▶ [WHAT NEEDS TO BE DONE]:
From the first line to the last, set down the material exactly and drop every picture.

▶ [MATERIAL PROVIDED]:
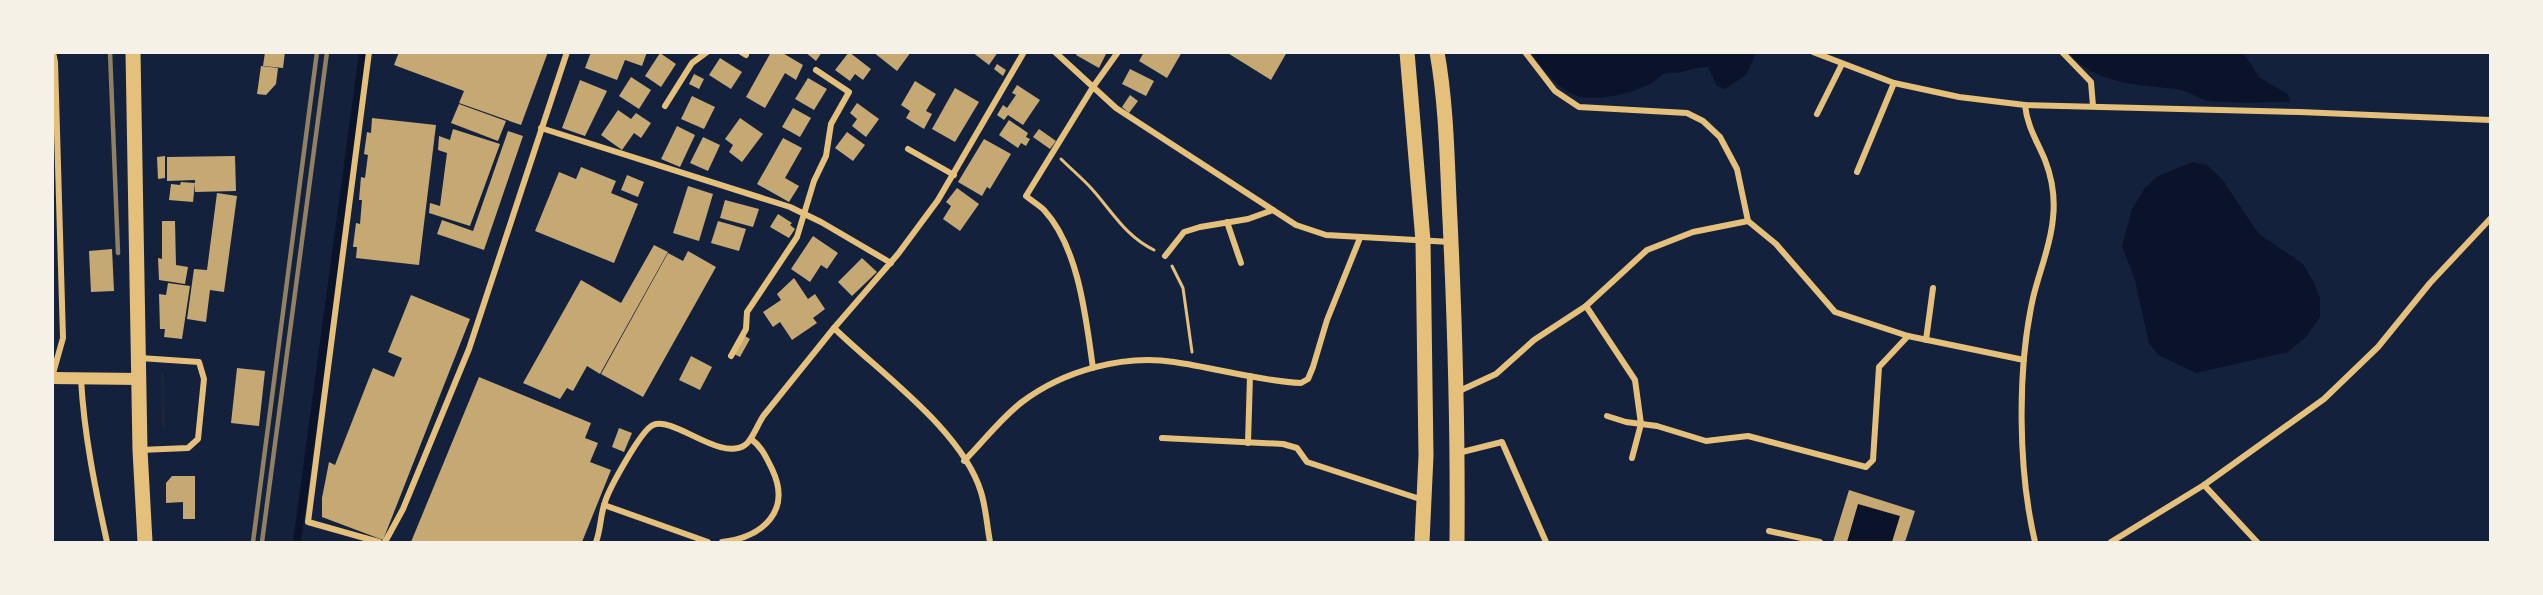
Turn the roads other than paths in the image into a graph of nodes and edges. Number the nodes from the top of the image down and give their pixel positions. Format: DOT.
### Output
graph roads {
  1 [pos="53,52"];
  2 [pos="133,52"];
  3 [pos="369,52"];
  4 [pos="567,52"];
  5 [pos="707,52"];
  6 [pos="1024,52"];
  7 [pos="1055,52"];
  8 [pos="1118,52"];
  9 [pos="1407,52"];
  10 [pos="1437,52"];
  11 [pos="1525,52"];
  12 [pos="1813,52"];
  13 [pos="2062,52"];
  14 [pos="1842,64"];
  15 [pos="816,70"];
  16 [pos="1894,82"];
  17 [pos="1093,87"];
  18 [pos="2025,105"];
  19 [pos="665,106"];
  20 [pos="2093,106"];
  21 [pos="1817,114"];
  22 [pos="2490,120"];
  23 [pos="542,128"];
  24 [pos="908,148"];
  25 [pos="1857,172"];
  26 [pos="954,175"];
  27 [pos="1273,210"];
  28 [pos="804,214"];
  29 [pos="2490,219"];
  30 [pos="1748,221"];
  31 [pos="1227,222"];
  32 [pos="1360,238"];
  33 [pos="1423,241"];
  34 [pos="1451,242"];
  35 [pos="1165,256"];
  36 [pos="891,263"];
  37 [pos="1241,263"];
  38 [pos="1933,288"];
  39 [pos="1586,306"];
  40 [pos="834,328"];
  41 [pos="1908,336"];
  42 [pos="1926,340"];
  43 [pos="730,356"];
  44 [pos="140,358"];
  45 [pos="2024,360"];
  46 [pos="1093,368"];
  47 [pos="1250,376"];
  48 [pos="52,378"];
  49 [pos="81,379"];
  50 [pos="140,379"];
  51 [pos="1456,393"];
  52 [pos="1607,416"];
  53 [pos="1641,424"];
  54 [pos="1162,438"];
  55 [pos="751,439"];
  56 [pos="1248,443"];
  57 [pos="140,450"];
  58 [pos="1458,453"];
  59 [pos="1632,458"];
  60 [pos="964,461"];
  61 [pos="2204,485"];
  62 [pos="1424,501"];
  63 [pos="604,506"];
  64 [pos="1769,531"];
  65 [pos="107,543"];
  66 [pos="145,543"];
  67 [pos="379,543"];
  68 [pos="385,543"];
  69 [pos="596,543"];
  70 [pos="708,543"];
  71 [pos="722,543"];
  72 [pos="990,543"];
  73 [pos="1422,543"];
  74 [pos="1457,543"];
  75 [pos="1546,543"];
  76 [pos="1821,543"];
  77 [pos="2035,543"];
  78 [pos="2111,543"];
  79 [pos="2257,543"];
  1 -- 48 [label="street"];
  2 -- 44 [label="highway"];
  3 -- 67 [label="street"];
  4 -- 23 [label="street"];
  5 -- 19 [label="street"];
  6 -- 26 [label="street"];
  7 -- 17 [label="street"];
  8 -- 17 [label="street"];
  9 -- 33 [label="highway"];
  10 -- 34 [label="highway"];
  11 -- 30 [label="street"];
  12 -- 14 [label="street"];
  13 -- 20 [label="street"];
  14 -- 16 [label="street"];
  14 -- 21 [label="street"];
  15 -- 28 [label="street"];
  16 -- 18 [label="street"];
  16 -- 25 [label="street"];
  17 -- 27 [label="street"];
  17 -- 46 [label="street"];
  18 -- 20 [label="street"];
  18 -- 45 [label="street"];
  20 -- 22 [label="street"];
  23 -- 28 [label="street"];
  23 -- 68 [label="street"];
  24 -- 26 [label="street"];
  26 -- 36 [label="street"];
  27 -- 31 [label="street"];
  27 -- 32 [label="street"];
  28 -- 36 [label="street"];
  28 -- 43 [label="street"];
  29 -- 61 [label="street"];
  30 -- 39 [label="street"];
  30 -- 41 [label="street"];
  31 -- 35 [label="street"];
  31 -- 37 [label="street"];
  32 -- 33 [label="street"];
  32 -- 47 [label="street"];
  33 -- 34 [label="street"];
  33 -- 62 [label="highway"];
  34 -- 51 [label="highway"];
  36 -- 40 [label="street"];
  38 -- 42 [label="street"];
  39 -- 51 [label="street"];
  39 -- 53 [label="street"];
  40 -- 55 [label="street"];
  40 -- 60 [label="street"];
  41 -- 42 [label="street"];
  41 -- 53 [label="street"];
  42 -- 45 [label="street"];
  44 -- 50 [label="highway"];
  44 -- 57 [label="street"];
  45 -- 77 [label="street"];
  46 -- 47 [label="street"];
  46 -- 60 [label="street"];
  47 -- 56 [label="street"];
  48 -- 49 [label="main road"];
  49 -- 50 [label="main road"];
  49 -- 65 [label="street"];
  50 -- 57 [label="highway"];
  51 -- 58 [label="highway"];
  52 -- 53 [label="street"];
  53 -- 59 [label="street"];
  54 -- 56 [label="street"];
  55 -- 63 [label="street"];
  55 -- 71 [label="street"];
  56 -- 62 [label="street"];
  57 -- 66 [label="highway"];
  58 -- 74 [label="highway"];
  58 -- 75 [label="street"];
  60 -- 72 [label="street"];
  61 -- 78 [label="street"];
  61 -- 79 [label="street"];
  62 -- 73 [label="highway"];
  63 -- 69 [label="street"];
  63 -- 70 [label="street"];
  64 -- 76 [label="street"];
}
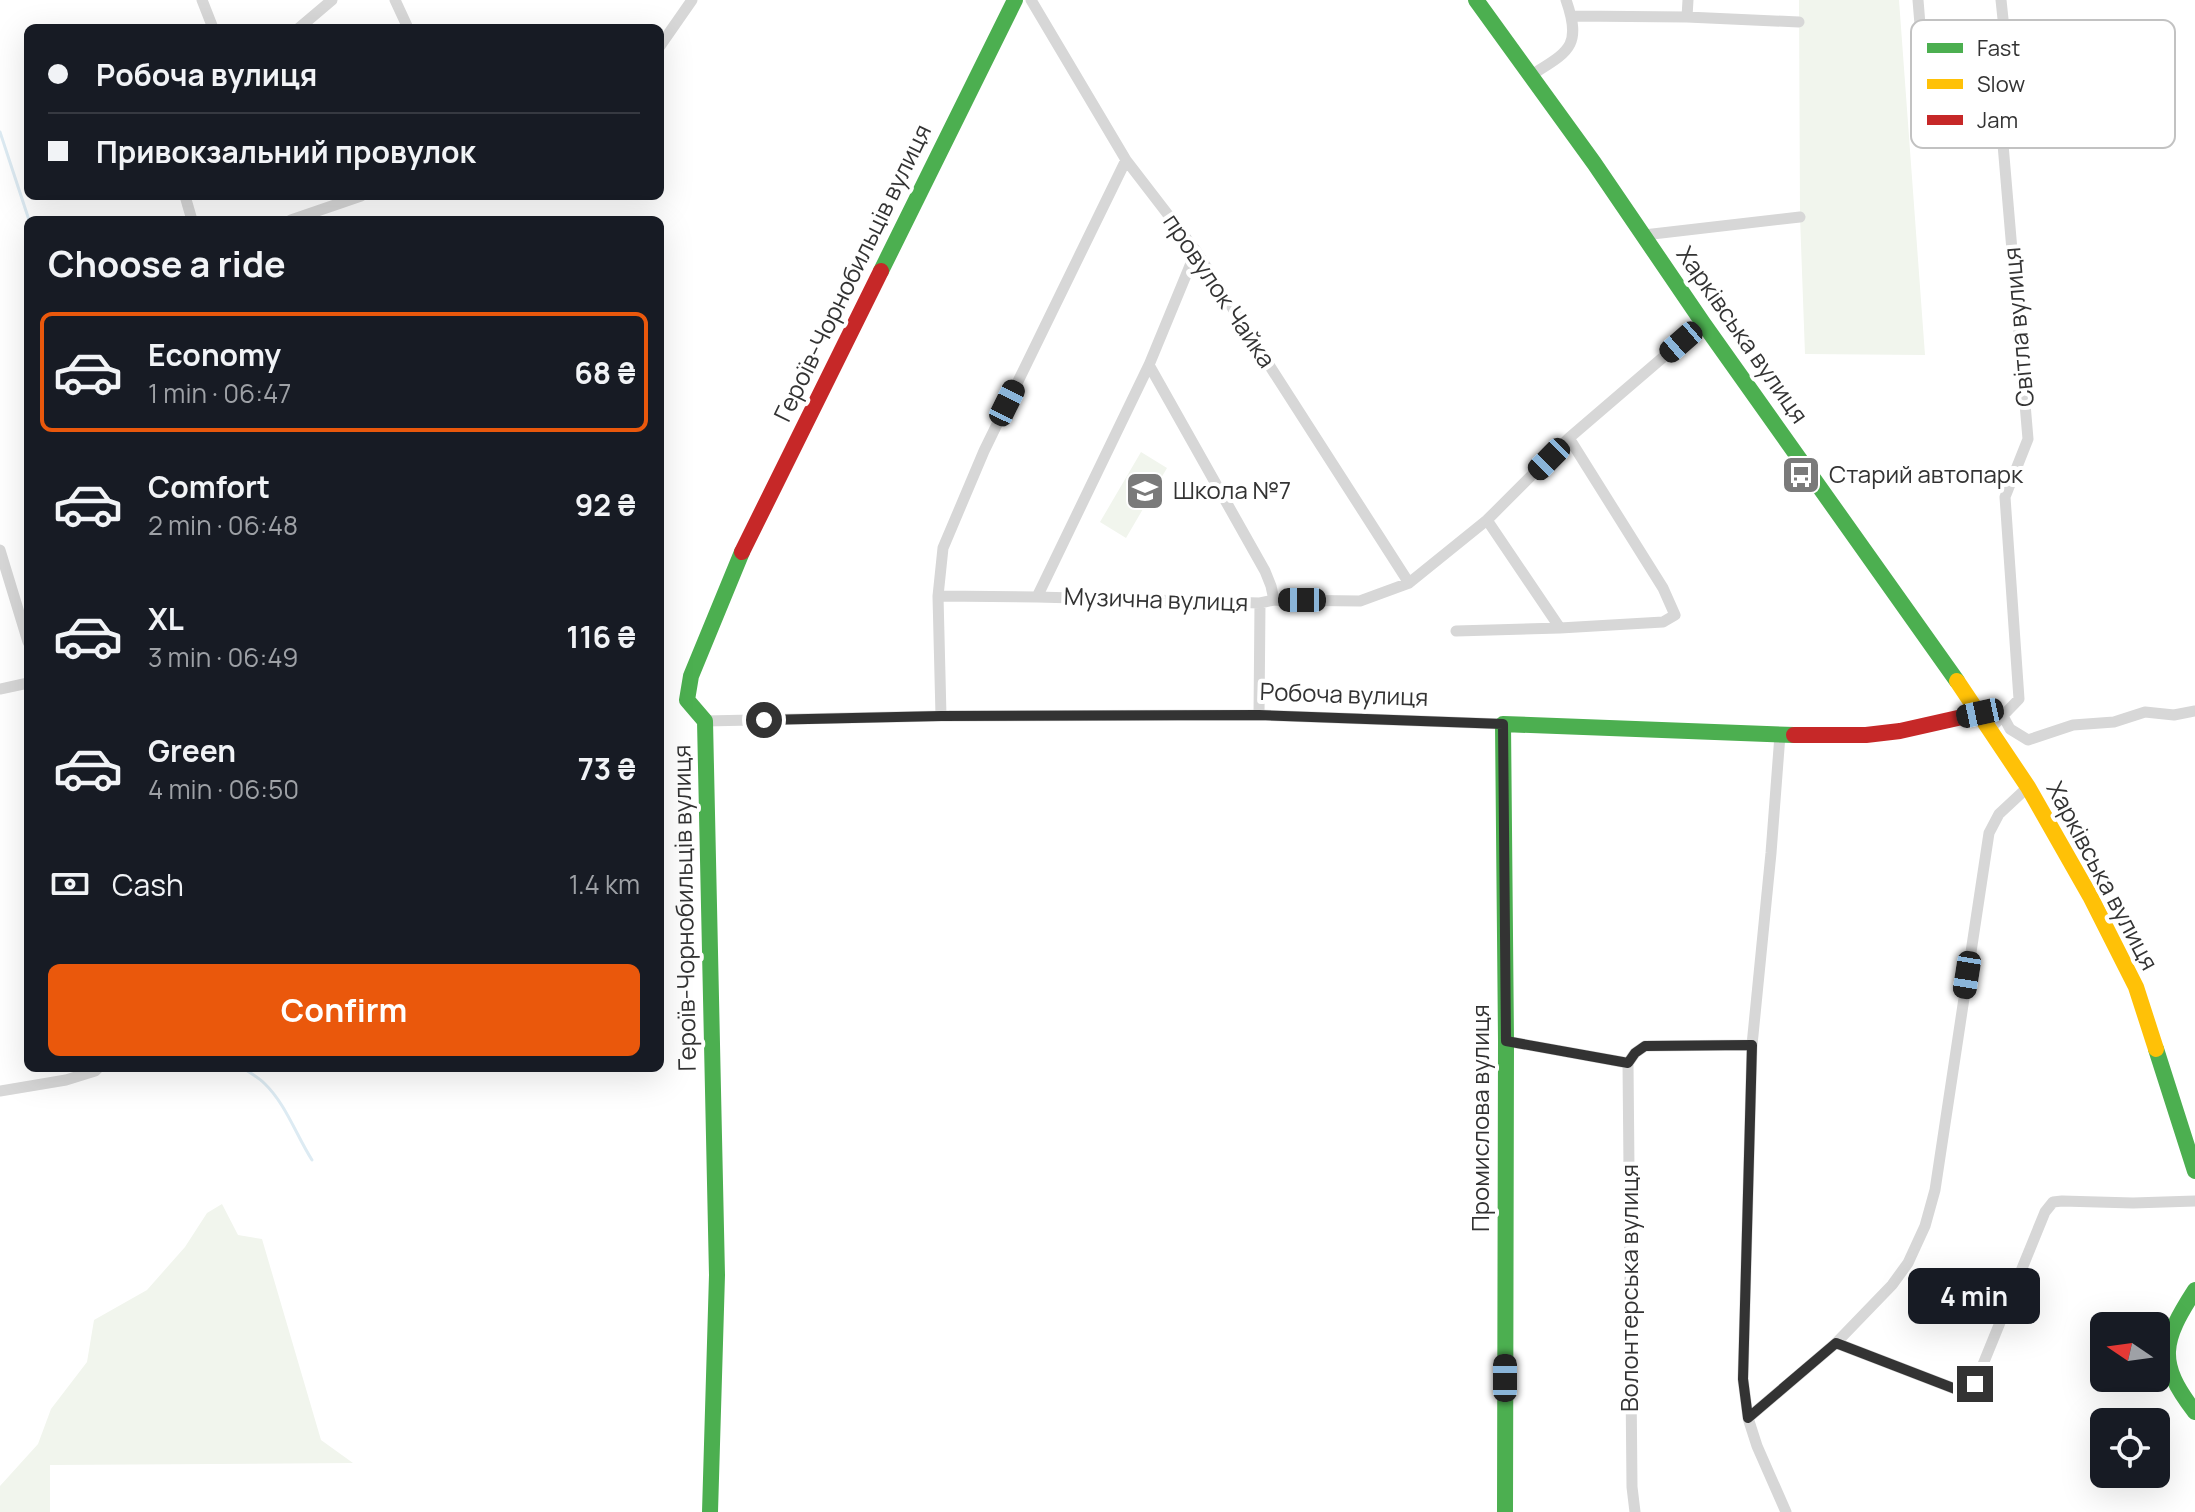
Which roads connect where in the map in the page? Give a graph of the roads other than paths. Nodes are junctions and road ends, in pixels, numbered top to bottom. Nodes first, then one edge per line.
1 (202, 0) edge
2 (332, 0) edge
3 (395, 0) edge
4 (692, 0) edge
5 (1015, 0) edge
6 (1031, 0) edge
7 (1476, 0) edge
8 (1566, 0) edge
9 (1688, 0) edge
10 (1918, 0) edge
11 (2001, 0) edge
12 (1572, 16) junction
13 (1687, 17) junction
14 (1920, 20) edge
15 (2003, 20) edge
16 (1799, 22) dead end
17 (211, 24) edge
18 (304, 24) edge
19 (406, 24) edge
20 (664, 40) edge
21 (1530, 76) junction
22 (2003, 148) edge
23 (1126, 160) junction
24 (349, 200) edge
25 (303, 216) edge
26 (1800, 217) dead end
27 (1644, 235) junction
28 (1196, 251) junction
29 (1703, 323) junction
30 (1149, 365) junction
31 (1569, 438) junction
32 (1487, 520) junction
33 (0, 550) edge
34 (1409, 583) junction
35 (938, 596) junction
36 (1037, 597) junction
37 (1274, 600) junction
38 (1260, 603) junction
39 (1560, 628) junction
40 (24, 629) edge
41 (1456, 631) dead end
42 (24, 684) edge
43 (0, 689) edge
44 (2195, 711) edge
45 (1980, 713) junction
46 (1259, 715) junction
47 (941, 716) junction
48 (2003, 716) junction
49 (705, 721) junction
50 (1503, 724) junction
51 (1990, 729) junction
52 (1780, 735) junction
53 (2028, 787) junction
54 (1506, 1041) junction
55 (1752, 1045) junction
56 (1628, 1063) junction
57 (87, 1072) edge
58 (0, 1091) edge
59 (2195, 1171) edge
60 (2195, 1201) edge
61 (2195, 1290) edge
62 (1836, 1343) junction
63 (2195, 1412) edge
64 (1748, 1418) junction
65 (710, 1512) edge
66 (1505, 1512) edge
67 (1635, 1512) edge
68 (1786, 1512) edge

▶ [RESPONSE FOR THIS EXERCISE]:
Turn the roads other than paths in the image into a graph of nodes and edges. Number the nodes from the top of the image down and give their pixel positions. Format: DOT.
### Output
graph roads {
  1 [pos="53,52"];
  2 [pos="133,52"];
  3 [pos="369,52"];
  4 [pos="567,52"];
  5 [pos="707,52"];
  6 [pos="1024,52"];
  7 [pos="1055,52"];
  8 [pos="1118,52"];
  9 [pos="1407,52"];
  10 [pos="1437,52"];
  11 [pos="1525,52"];
  12 [pos="1813,52"];
  13 [pos="2062,52"];
  14 [pos="1842,64"];
  15 [pos="816,70"];
  16 [pos="1894,82"];
  17 [pos="1093,87"];
  18 [pos="2025,105"];
  19 [pos="665,106"];
  20 [pos="2093,106"];
  21 [pos="1817,114"];
  22 [pos="2490,120"];
  23 [pos="542,128"];
  24 [pos="908,148"];
  25 [pos="1857,172"];
  26 [pos="954,175"];
  27 [pos="1273,210"];
  28 [pos="804,214"];
  29 [pos="2490,219"];
  30 [pos="1748,221"];
  31 [pos="1227,222"];
  32 [pos="1360,238"];
  33 [pos="1423,241"];
  34 [pos="1451,242"];
  35 [pos="1165,256"];
  36 [pos="891,263"];
  37 [pos="1241,263"];
  38 [pos="1933,288"];
  39 [pos="1586,306"];
  40 [pos="834,328"];
  41 [pos="1908,336"];
  42 [pos="1926,340"];
  43 [pos="730,356"];
  44 [pos="140,358"];
  45 [pos="2024,360"];
  46 [pos="1093,368"];
  47 [pos="1250,376"];
  48 [pos="52,378"];
  49 [pos="81,379"];
  50 [pos="140,379"];
  51 [pos="1456,393"];
  52 [pos="1607,416"];
  53 [pos="1641,424"];
  54 [pos="1162,438"];
  55 [pos="751,439"];
  56 [pos="1248,443"];
  57 [pos="140,450"];
  58 [pos="1458,453"];
  59 [pos="1632,458"];
  60 [pos="964,461"];
  61 [pos="2204,485"];
  62 [pos="1424,501"];
  63 [pos="604,506"];
  64 [pos="1769,531"];
  65 [pos="107,543"];
  66 [pos="145,543"];
  67 [pos="379,543"];
  68 [pos="385,543"];
  69 [pos="596,543"];
  70 [pos="708,543"];
  71 [pos="722,543"];
  72 [pos="990,543"];
  73 [pos="1422,543"];
  74 [pos="1457,543"];
  75 [pos="1546,543"];
  76 [pos="1821,543"];
  77 [pos="2035,543"];
  78 [pos="2111,543"];
  79 [pos="2257,543"];
  1 -- 48 [label="street"];
  2 -- 44 [label="highway"];
  3 -- 67 [label="street"];
  4 -- 23 [label="street"];
  5 -- 19 [label="street"];
  6 -- 26 [label="street"];
  7 -- 17 [label="street"];
  8 -- 17 [label="street"];
  9 -- 33 [label="highway"];
  10 -- 34 [label="highway"];
  11 -- 30 [label="street"];
  12 -- 14 [label="street"];
  13 -- 20 [label="street"];
  14 -- 16 [label="street"];
  14 -- 21 [label="street"];
  15 -- 28 [label="street"];
  16 -- 18 [label="street"];
  16 -- 25 [label="street"];
  17 -- 27 [label="street"];
  17 -- 46 [label="street"];
  18 -- 20 [label="street"];
  18 -- 45 [label="street"];
  20 -- 22 [label="street"];
  23 -- 28 [label="street"];
  23 -- 68 [label="street"];
  24 -- 26 [label="street"];
  26 -- 36 [label="street"];
  27 -- 31 [label="street"];
  27 -- 32 [label="street"];
  28 -- 36 [label="street"];
  28 -- 43 [label="street"];
  29 -- 61 [label="street"];
  30 -- 39 [label="street"];
  30 -- 41 [label="street"];
  31 -- 35 [label="street"];
  31 -- 37 [label="street"];
  32 -- 33 [label="street"];
  32 -- 47 [label="street"];
  33 -- 34 [label="street"];
  33 -- 62 [label="highway"];
  34 -- 51 [label="highway"];
  36 -- 40 [label="street"];
  38 -- 42 [label="street"];
  39 -- 51 [label="street"];
  39 -- 53 [label="street"];
  40 -- 55 [label="street"];
  40 -- 60 [label="street"];
  41 -- 42 [label="street"];
  41 -- 53 [label="street"];
  42 -- 45 [label="street"];
  44 -- 50 [label="highway"];
  44 -- 57 [label="street"];
  45 -- 77 [label="street"];
  46 -- 47 [label="street"];
  46 -- 60 [label="street"];
  47 -- 56 [label="street"];
  48 -- 49 [label="main road"];
  49 -- 50 [label="main road"];
  49 -- 65 [label="street"];
  50 -- 57 [label="highway"];
  51 -- 58 [label="highway"];
  52 -- 53 [label="street"];
  53 -- 59 [label="street"];
  54 -- 56 [label="street"];
  55 -- 63 [label="street"];
  55 -- 71 [label="street"];
  56 -- 62 [label="street"];
  57 -- 66 [label="highway"];
  58 -- 74 [label="highway"];
  58 -- 75 [label="street"];
  60 -- 72 [label="street"];
  61 -- 78 [label="street"];
  61 -- 79 [label="street"];
  62 -- 73 [label="highway"];
  63 -- 69 [label="street"];
  63 -- 70 [label="street"];
  64 -- 76 [label="street"];
}
Which roads connect where in the map in the page? Give a graph of the roads other than paths. Nodes are junctions and road ends, in pixels, numbered top to bottom. Nodes first, then one edge per line.
1 (202, 0) edge
2 (332, 0) edge
3 (395, 0) edge
4 (692, 0) edge
5 (1015, 0) edge
6 (1031, 0) edge
7 (1476, 0) edge
8 (1566, 0) edge
9 (1688, 0) edge
10 (1918, 0) edge
11 (2001, 0) edge
12 (1572, 16) junction
13 (1687, 17) junction
14 (1920, 20) edge
15 (2003, 20) edge
16 (1799, 22) dead end
17 (211, 24) edge
18 (304, 24) edge
19 (406, 24) edge
20 (664, 40) edge
21 (1530, 76) junction
22 (2003, 148) edge
23 (1126, 160) junction
24 (349, 200) edge
25 (303, 216) edge
26 (1800, 217) dead end
27 (1644, 235) junction
28 (1196, 251) junction
29 (1703, 323) junction
30 (1149, 365) junction
31 (1569, 438) junction
32 (1487, 520) junction
33 (0, 550) edge
34 (1409, 583) junction
35 (938, 596) junction
36 (1037, 597) junction
37 (1274, 600) junction
38 (1260, 603) junction
39 (1560, 628) junction
40 (24, 629) edge
41 (1456, 631) dead end
42 (24, 684) edge
43 (0, 689) edge
44 (2195, 711) edge
45 (1980, 713) junction
46 (1259, 715) junction
47 (941, 716) junction
48 (2003, 716) junction
49 (705, 721) junction
50 (1503, 724) junction
51 (1990, 729) junction
52 (1780, 735) junction
53 (2028, 787) junction
54 (1506, 1041) junction
55 (1752, 1045) junction
56 (1628, 1063) junction
57 (87, 1072) edge
58 (0, 1091) edge
59 (2195, 1171) edge
60 (2195, 1201) edge
61 (2195, 1290) edge
62 (1836, 1343) junction
63 (2195, 1412) edge
64 (1748, 1418) junction
65 (710, 1512) edge
66 (1505, 1512) edge
67 (1635, 1512) edge
68 (1786, 1512) edge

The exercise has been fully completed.